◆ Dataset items
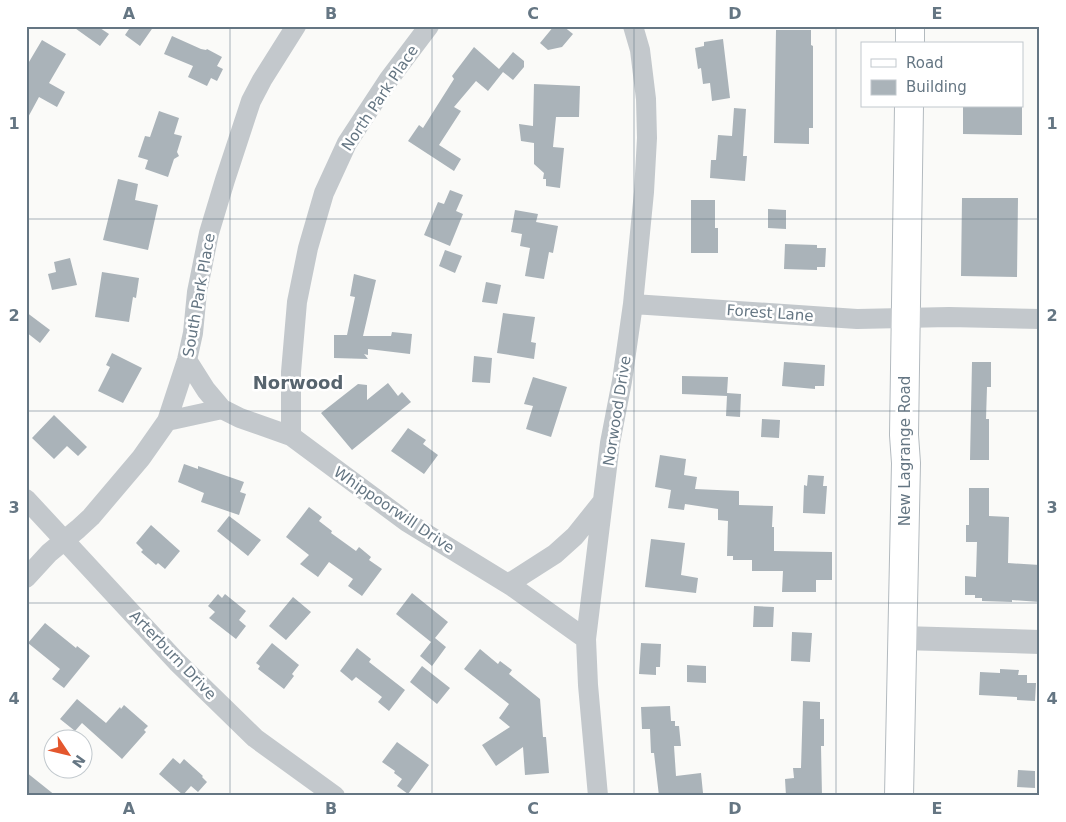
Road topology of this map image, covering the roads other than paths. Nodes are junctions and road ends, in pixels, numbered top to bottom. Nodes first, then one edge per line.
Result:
1 (296, 26) edge
2 (429, 26) edge
3 (633, 26) edge
4 (910, 26) edge
5 (910, 42) edge
6 (909, 108) edge
7 (632, 304) junction
8 (907, 318) junction
9 (1040, 319) edge
10 (187, 360) junction
11 (222, 409) junction
12 (167, 421) junction
13 (291, 436) junction
14 (26, 499) edge
15 (603, 501) junction
16 (65, 540) junction
17 (26, 578) edge
18 (508, 584) junction
19 (901, 638) junction
20 (586, 639) junction
21 (1040, 642) edge
22 (334, 796) edge
23 (598, 796) edge
24 (898, 796) edge

1 - 10 street, South Park Place
2 - 13 street, North Park Place
3 - 7 street, Norwood Drive
4 - 5 main road
6 - 8 main road, New Lagrange Road
7 - 8 street, Forest Lane
7 - 15 street, Norwood Drive
8 - 9 street, Forest Lane
8 - 19 main road, New Lagrange Road
10 - 11 street, Whippoorwill Drive
10 - 12 street, South Park Place
11 - 12 street
11 - 13 street, Whippoorwill Drive
12 - 16 street, South Park Place
13 - 18 street, Whippoorwill Drive
14 - 16 street, Arterburn Drive
15 - 18 street
15 - 20 street, Norwood Drive
16 - 17 street
16 - 22 street, Arterburn Drive
18 - 20 street, Whippoorwill Drive
19 - 21 street
19 - 24 main road, New Lagrange Road
20 - 23 street, Norwood Drive

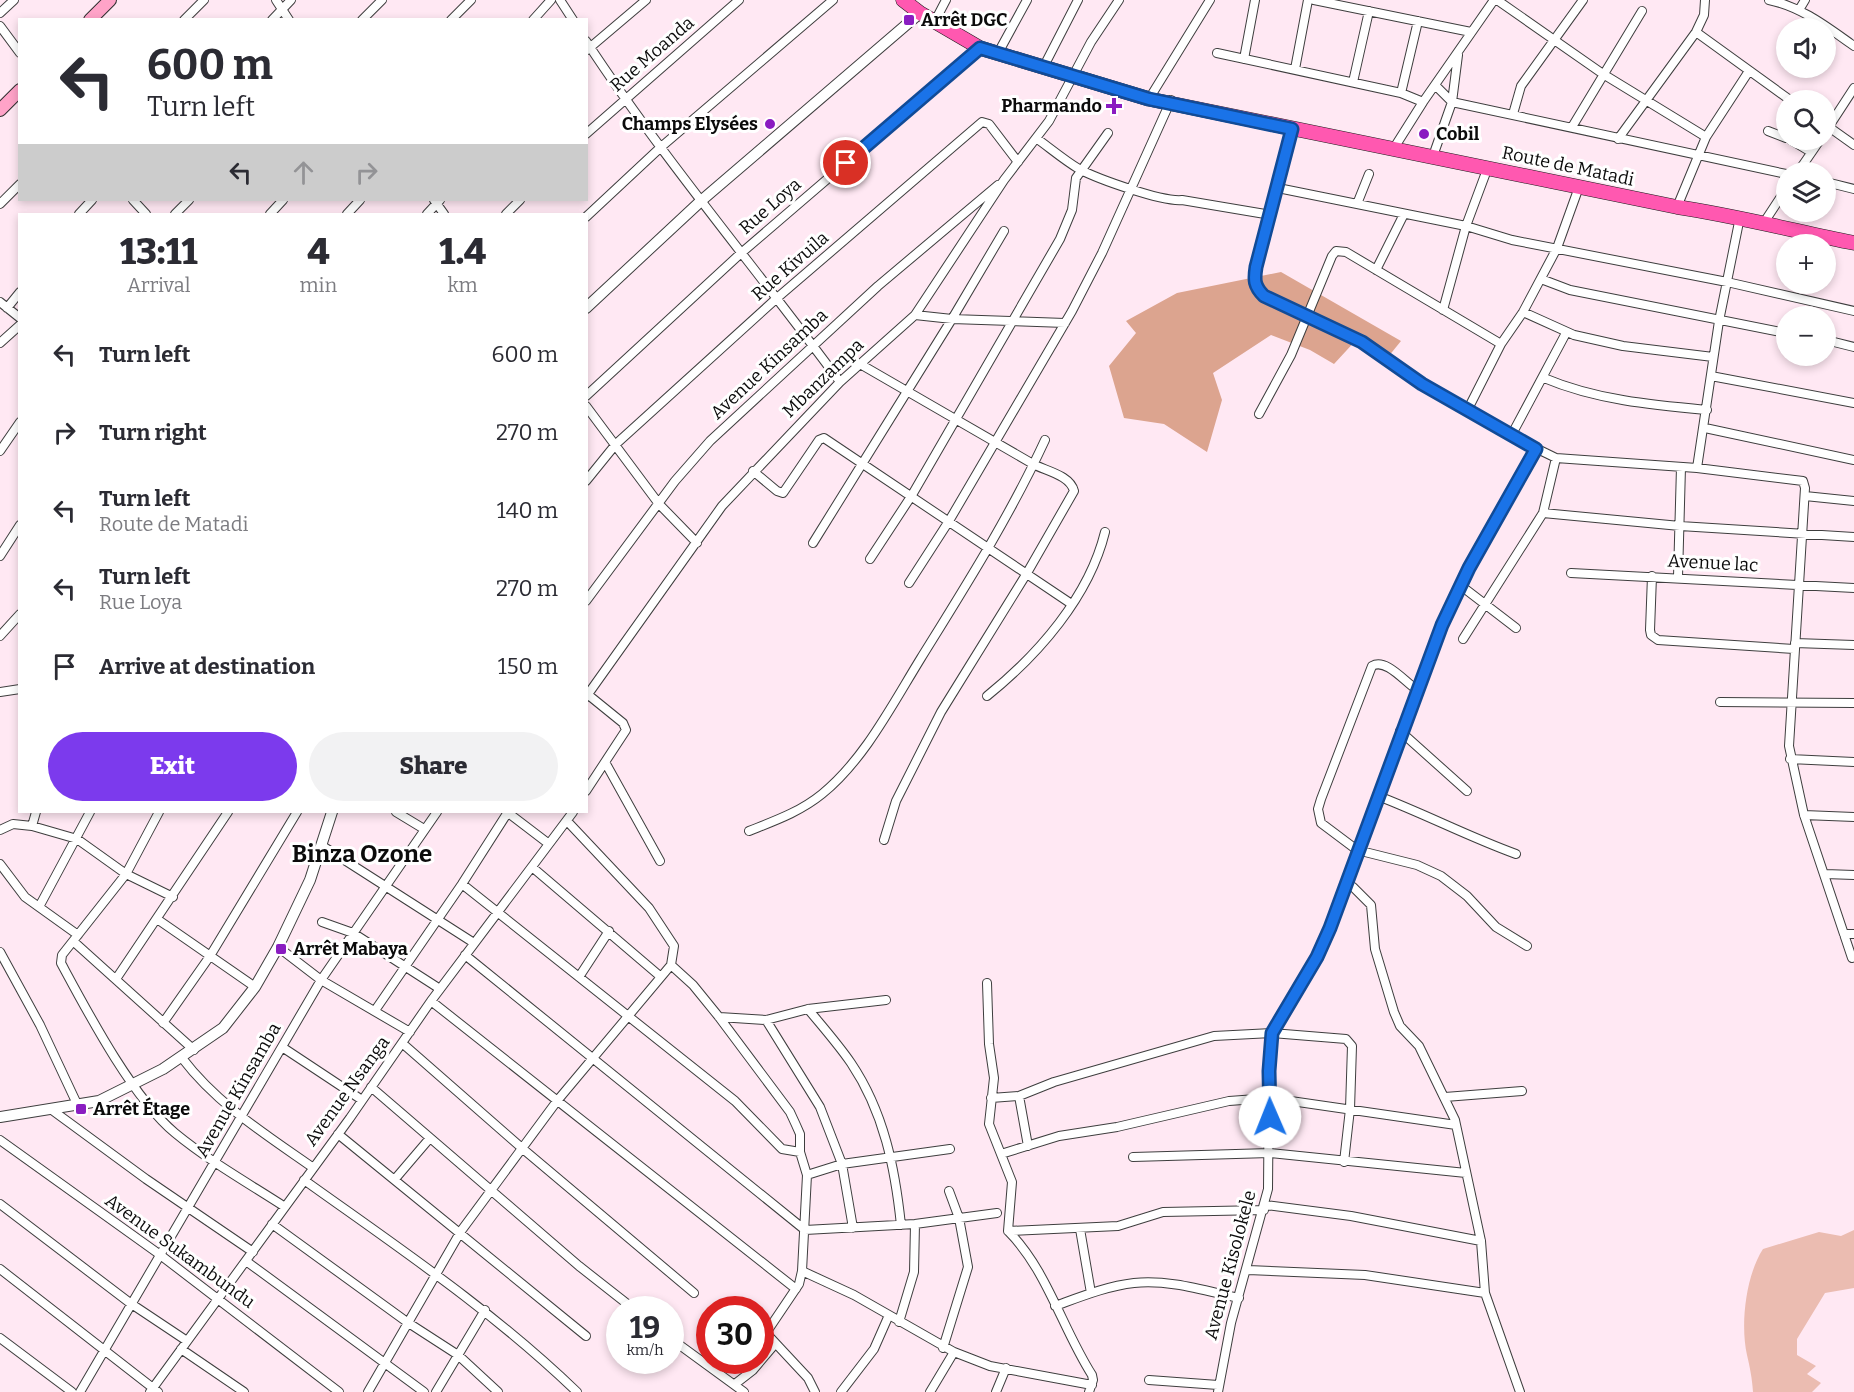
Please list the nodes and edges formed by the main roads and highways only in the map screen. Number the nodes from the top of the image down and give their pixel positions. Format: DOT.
graph roads {
  1 [pos="110,0"];
  2 [pos="903,0"];
  3 [pos="92,18"];
  4 [pos="18,92"];
  5 [pos="0,110"];
  6 [pos="1854,243"];
  1 -- 3 [label="main road"];
  2 -- 6 [label="main road, Route de Matadi"];
  4 -- 5 [label="main road"];
}
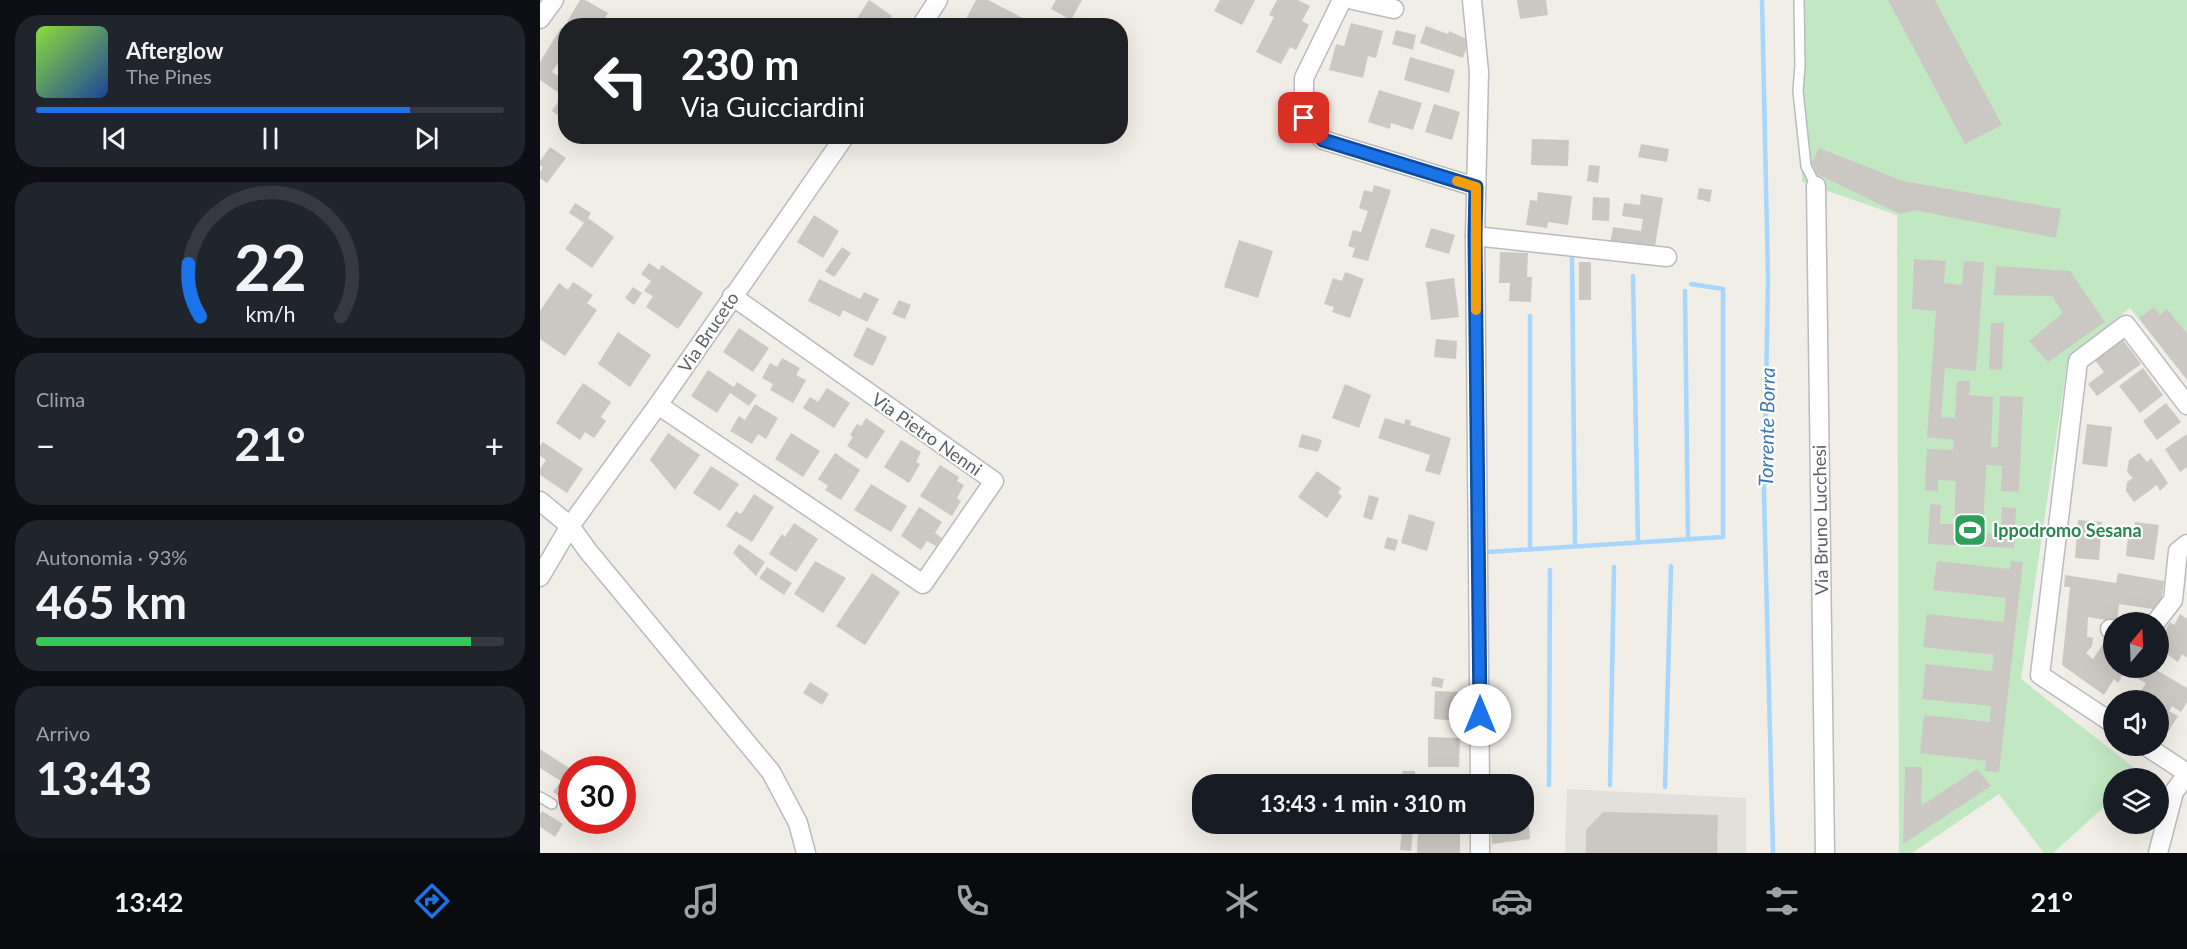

◆ Work to be completed
Leave the pictures out and output all of the data verbatim.

◆ Response to this exercise
Road topology of this map image, covering the roads other than paths. Nodes are junctions and road ends, in pixels, numbered top to bottom. Nodes first, then one edge per line.
Result:
1 (296, 26) edge
2 (429, 26) edge
3 (633, 26) edge
4 (910, 26) edge
5 (910, 42) edge
6 (909, 108) edge
7 (632, 304) junction
8 (907, 318) junction
9 (1040, 319) edge
10 (187, 360) junction
11 (222, 409) junction
12 (167, 421) junction
13 (291, 436) junction
14 (26, 499) edge
15 (603, 501) junction
16 (65, 540) junction
17 (26, 578) edge
18 (508, 584) junction
19 (901, 638) junction
20 (586, 639) junction
21 (1040, 642) edge
22 (334, 796) edge
23 (598, 796) edge
24 (898, 796) edge

1 - 10 street, South Park Place
2 - 13 street, North Park Place
3 - 7 street, Norwood Drive
4 - 5 main road
6 - 8 main road, New Lagrange Road
7 - 8 street, Forest Lane
7 - 15 street, Norwood Drive
8 - 9 street, Forest Lane
8 - 19 main road, New Lagrange Road
10 - 11 street, Whippoorwill Drive
10 - 12 street, South Park Place
11 - 12 street
11 - 13 street, Whippoorwill Drive
12 - 16 street, South Park Place
13 - 18 street, Whippoorwill Drive
14 - 16 street, Arterburn Drive
15 - 18 street
15 - 20 street, Norwood Drive
16 - 17 street
16 - 22 street, Arterburn Drive
18 - 20 street, Whippoorwill Drive
19 - 21 street
19 - 24 main road, New Lagrange Road
20 - 23 street, Norwood Drive

Please list the nodes and edges formed by the main roads and highways only in the map screen. Number the nodes from the top of the image down and give their pixel positions. Format: DOT.
graph roads {
  1 [pos="110,0"];
  2 [pos="903,0"];
  3 [pos="92,18"];
  4 [pos="18,92"];
  5 [pos="0,110"];
  6 [pos="1854,243"];
  1 -- 3 [label="main road"];
  2 -- 6 [label="main road, Route de Matadi"];
  4 -- 5 [label="main road"];
}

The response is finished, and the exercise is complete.